Regarding precipitation type dominance, stratiform precipitation predominates (>50%) during the developing stage of Meiyu heavy rainfall, while convective precipitation becomes dominant (>55%) in both the mature and dissipating stages. Both precipitation types exhibit peak values in average surface rainfall rate, radar reflectivity, and D_m; during the mature stage, indicating this phase possesses the most favorable microphysical structure for heavy rainfall formation.

The vertical microphysical structure shows distinct stage-dependent characteristics. In convective precipitation, development-stage updrafts inhibit particle growth, whereas mature-stage conditions optimize particle size via coalescence and ice processes. During dissipation, large particle settling preserves the concentration stability. Stratiform precipitation exhibits more defined stage transitions: development is dominated by condensation, maturation by coalescence, and dissipation by breakup-induced DSD narrowing.

Analysis of rainfall intensity controls reveals stage-dependent relationships between microphysical parameters and precipitation rates that differ by precipitation type. For convective rainfall, synchronous growth of D_m and dBN_w occurs during development. The mature stage shows D_m peaking at ~70 mm/h (2.1 mm) while dBN_w stabilizes earlier (~50 mm/h at ~40). During dissipation, heavy rainfall (>50 mm/h) exhibits an inverse trend with decreasing D_m (to 1.6 mm) and increasing dBN_w (to 43). Stratiform rainfall demonstrates greater sensitivity of dBN_w to rainfall intensity compared to convective rainfall, while D_m remains remarkably stable (±0.1 mm variation), confirming that dBN_w serves as the primary control on stratiform rainfall intensity, particularly during the development and dissipation stages.

Notable differences emerge in precipitation efficiency. Convective rainfall shows significantly higher PEI values (averaging ~22% greater than stratiform), attributable to prolonged droplet coalescence in strong updrafts. Stratiform rainfall exhibits a ~25% PEI increase during dissipation compared to earlier stages.

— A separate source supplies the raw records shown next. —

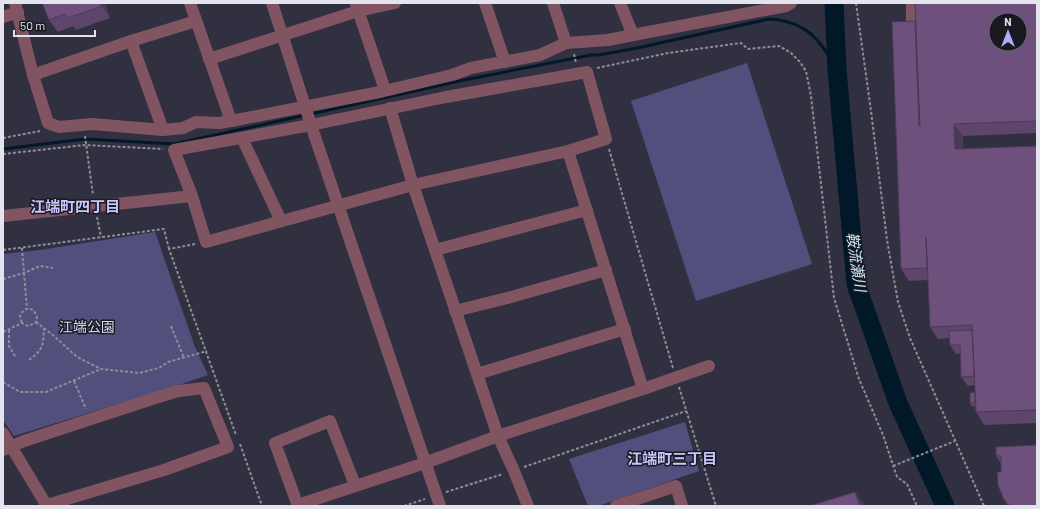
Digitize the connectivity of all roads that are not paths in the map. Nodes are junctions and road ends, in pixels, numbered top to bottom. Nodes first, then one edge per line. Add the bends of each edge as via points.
1 (190, 3) edge
2 (272, 3) edge
3 (394, 3) edge
4 (485, 3) edge
5 (553, 3) edge
6 (620, 3) edge
7 (791, 3) edge
8 (912, 3) edge
9 (357, 7) edge
10 (16, 8) edge
11 (3, 17) edge
12 (196, 21) junction
13 (912, 28) edge
14 (633, 35) junction
15 (282, 36) junction
16 (131, 41) junction
17 (569, 46) junction
18 (209, 59) junction
19 (505, 62) junction
20 (33, 75) junction
21 (385, 90) junction
22 (305, 107) junction
23 (390, 108) junction
24 (231, 121) junction
25 (311, 123) junction
26 (163, 130) junction
27 (242, 138) junction
28 (568, 151) junction
29 (413, 184) junction
30 (192, 196) junction
31 (339, 206) junction
32 (587, 210) junction
33 (3, 216) edge
34 (281, 221) junction
35 (435, 250) junction
36 (606, 270) junction
37 (456, 310) junction
38 (625, 329) junction
39 (709, 366) dead end
40 (477, 374) junction
41 (643, 389) junction
42 (3, 433) edge
43 (498, 436) junction
44 (7, 448) edge
45 (425, 463) junction
46 (356, 485) junction
47 (47, 505) edge
48 (298, 505) edge
49 (440, 506) edge
50 (528, 506) edge
51 (616, 506) edge
52 (682, 506) edge

1 - 12 street
2 - 15 street
3 - 9 street
4 - 19 street
5 - 17 street
6 - 14 street
7 - 14 street
8 - 13 street
9 - 15 street
9 - 21 street
10 - 11 street
10 - 20 street
12 - 16 street
12 - 18 street
14 - 17 street
15 - 18 street
15 - 22 street
16 - 20 street
16 - 26 street
17 - 19 street
18 - 24 street
19 - 21 street
20 - 26 street via 48,123 59,127 92,124
21 - 22 street
22 - 24 street
22 - 25 street
23 - 25 street
23 - 28 street via 587,72 606,139
23 - 29 street
24 - 26 street via 196,122 183,128
25 - 27 street
25 - 31 street
27 - 30 street via 174,150
27 - 34 street
28 - 29 street
28 - 32 street
29 - 31 street
29 - 35 street
30 - 33 street
30 - 34 street via 206,242
31 - 34 street
31 - 45 street
32 - 35 street
32 - 36 street
35 - 37 street
36 - 37 street
36 - 38 street
37 - 40 street
38 - 40 street
38 - 41 street
39 - 41 street
40 - 43 street
41 - 43 street
42 - 44 street
43 - 45 street
43 - 50 street
44 - 47 street
44 - 47 street via 24,440 178,391 204,388 228,447 164,470
45 - 46 street
45 - 49 street
46 - 48 street
46 - 48 street via 330,421 275,443
51 - 52 street via 676,486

These findings significantly advance our understanding of microphysical evolution during Meiyu heavy rainfall. The established stage-dependent relationships between rainfall intensity and microphysical parameters provide crucial insights for refining microphysical parameterizations in numerical models, particularly for nowcasting applications in the YHRV region. Future research should incorporate ground-based dual-polarization radar observations to investigate regulatory mechanisms of ice-phase precipitation particles below the melting layer, while validation studies across different climate regimes would help in assessing the broader applicability of these stage-dependent frameworks.